In the photograph above, the track can be seen contouring the hillside before dropping down to the Slochd Mor. I took the left turn to head for Carn Dearg Mhor but abandoned my bike at the lowest point in the track and continued on foot. I could see a group of walkers resting below the summit and I made my way up the heather slopes towards them. It turned out to be a group of around seven women. Most seemed determined to give me a wide berth, but the tailenders didn't get away quickly enough and were forced to make polite conversation. I was glad of the excuse to rest as I had become quite breathless and my legs were tired. We discussed routes and identified the surrounding hills. They seemed unaware of there being a bothy in Glen Feshie and asked where it was on their map. Our pleasant conversation allowed time for more glucose and oxygen to be delivered to my screaming quads and it was then a short and easy push to the summit, where my eye was instantly drawn to the distant Creag Meagaidh and Coire Ardair. The window appears directly above the summit of Meallach Mhor, which may appear quite insignificant here but is quite remote and offers a challenging day in December when the days are short and there is full winter conditions.

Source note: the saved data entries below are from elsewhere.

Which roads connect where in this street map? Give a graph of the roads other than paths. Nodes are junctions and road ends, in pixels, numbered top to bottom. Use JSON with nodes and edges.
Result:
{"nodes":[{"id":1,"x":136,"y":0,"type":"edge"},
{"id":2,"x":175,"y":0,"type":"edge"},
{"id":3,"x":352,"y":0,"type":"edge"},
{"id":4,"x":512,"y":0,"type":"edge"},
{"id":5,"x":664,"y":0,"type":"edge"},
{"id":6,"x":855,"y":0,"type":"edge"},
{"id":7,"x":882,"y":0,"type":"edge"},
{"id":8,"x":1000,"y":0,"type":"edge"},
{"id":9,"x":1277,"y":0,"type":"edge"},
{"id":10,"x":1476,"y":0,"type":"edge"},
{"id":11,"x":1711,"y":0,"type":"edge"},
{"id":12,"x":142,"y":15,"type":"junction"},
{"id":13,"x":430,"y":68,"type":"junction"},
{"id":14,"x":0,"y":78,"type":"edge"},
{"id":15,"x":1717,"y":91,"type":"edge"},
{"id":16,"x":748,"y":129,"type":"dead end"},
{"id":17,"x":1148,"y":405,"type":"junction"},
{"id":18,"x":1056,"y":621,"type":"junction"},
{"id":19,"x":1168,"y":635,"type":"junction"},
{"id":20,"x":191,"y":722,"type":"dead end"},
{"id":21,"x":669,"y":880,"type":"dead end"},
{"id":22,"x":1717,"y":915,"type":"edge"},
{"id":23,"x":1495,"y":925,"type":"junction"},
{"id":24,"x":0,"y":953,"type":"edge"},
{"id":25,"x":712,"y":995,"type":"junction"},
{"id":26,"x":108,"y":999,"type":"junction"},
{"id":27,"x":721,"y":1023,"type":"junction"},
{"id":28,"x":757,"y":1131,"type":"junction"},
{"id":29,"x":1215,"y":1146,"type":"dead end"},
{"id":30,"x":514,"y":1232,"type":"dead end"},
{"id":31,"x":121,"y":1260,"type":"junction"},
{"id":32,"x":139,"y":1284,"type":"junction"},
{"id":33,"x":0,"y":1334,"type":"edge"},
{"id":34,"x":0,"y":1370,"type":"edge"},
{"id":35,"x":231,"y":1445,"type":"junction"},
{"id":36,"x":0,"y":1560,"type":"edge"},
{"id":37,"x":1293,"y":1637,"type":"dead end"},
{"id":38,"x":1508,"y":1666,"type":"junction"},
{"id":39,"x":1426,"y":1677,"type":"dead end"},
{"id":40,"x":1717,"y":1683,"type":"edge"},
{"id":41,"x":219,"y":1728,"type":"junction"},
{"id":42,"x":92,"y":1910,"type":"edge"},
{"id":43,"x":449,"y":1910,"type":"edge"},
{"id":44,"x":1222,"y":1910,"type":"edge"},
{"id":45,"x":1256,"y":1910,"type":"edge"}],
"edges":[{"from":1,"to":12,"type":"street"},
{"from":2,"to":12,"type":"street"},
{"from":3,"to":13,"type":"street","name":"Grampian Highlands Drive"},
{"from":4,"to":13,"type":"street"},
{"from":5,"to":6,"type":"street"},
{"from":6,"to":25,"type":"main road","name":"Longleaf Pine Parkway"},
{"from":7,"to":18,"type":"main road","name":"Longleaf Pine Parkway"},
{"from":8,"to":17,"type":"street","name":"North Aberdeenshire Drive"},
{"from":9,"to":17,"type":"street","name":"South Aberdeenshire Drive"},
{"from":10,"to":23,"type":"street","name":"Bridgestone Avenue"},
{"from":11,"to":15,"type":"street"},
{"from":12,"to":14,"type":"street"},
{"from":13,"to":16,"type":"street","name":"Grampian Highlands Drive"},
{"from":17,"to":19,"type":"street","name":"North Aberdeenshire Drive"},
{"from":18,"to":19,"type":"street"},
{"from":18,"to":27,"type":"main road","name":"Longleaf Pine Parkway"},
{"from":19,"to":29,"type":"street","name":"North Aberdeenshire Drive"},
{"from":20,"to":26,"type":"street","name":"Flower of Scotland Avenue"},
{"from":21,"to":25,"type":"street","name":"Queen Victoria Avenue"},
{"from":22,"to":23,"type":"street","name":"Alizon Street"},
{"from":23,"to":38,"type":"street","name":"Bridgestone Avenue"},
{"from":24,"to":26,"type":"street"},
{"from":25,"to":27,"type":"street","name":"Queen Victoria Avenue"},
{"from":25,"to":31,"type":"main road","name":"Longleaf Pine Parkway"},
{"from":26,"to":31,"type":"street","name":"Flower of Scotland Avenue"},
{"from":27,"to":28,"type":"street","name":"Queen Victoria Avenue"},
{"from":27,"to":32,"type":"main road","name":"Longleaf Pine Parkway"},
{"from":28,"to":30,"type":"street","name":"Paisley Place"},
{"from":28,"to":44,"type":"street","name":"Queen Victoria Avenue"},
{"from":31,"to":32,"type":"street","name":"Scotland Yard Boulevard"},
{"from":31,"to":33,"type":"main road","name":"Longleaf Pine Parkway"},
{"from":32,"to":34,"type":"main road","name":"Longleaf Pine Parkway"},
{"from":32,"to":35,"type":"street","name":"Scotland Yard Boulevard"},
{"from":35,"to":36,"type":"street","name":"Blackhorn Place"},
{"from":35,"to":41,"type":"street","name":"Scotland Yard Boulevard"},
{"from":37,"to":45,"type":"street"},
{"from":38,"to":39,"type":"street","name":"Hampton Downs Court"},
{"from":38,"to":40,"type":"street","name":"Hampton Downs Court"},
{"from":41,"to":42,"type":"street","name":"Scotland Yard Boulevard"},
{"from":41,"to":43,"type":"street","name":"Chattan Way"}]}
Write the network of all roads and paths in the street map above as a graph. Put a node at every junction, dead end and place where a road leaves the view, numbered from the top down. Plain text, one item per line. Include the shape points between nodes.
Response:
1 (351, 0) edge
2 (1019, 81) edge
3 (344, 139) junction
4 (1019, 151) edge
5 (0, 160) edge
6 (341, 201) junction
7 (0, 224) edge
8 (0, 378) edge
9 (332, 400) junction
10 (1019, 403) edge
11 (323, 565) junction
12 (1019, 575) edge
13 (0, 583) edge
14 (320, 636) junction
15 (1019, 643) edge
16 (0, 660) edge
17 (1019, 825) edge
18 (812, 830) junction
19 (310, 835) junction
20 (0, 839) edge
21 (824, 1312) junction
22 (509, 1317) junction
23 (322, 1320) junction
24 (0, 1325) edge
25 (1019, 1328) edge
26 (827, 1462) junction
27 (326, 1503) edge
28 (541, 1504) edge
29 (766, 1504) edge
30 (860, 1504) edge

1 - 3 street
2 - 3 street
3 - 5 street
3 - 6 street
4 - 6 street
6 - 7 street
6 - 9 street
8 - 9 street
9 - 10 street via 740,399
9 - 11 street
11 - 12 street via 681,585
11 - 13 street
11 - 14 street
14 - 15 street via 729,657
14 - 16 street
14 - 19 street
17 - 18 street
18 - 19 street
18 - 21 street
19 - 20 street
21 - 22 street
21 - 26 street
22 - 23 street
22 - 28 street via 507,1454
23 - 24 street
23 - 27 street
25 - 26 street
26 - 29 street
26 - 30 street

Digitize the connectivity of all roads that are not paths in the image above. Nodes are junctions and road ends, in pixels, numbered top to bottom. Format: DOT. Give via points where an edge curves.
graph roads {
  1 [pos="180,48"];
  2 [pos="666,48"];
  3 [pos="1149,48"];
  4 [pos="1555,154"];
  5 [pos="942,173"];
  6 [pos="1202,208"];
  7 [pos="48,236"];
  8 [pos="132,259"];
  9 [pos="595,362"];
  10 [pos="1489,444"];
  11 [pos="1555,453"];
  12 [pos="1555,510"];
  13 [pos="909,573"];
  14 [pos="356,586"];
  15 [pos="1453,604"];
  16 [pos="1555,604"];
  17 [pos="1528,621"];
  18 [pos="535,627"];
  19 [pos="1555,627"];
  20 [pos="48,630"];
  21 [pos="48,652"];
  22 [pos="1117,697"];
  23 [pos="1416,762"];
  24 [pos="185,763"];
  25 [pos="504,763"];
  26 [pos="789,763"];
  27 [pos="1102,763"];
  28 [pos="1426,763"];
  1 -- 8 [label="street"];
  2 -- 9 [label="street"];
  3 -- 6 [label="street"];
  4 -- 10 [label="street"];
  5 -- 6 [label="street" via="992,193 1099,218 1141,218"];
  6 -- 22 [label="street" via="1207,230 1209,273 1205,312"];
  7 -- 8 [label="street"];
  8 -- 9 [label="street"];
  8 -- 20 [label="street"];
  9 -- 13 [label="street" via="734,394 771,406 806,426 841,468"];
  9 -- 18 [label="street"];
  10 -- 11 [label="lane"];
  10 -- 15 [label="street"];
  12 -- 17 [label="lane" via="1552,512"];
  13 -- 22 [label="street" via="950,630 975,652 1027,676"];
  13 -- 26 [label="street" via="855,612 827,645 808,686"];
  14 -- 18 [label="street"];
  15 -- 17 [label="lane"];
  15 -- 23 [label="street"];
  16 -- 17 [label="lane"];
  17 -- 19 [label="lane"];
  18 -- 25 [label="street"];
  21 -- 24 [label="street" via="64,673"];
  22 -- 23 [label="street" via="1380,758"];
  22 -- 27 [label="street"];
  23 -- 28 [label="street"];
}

Yet another summit selfie....

There were still chilly northerlies, but after a bit of food, I followed a faint track northwards and then dropped a short way off the east side of the hill to see if I could see Ruigh Aiteachain. This photograph was taken on full zoom. The small building to the right is the toilet and the chimney stack further right is the remains of Landseer's bothy.

ImageDSCF9136 by stevemannmoscow, on Flickr

.... zooming out for this shot of the Braeriach ridge.

ImageDSCF9138 by stevemannmoscow, on Flickr

Sometimes it is good to look back at where one has been. The cycle route is clear. The summit of Leathad an Taobhain is centre with Beinn Dearg to the left.

ImageDSCF9144Panorama by stevemannmoscow, on Flickr

​Returning to The Slochd, it was in places a steep and loose ride back down to Glen Feshie. I am not as confident on a bike as I was as a kid and I applied the brakes for most of the way.

ImageDSCF9149 by stevemannmoscow, on Flickr

I forded the river about a mile short of the remains of the Carnachuin Bridge. The crossing was fine but there was soft, shaley, and a lot of vegetation to negotiate, including a lot of spiky stuff. At the end of a longish day it was hard work pushing the bike across such terrain and I was glad to eventually reach the track. From there, it was a short, easy ride to Ruigh Aiteachain. The route had taken around 8 hours and 50 minutes. It could be done in less if the Carnachuin Bridge was to be re-built!

ImageDSCF9152 by stevemannmoscow, on Flickr

Inside the bothy, I found the laminated plans for an upgrading of the bothy. The work is to be done over the summer months of 20176 and should make an already fine bothy into something really special.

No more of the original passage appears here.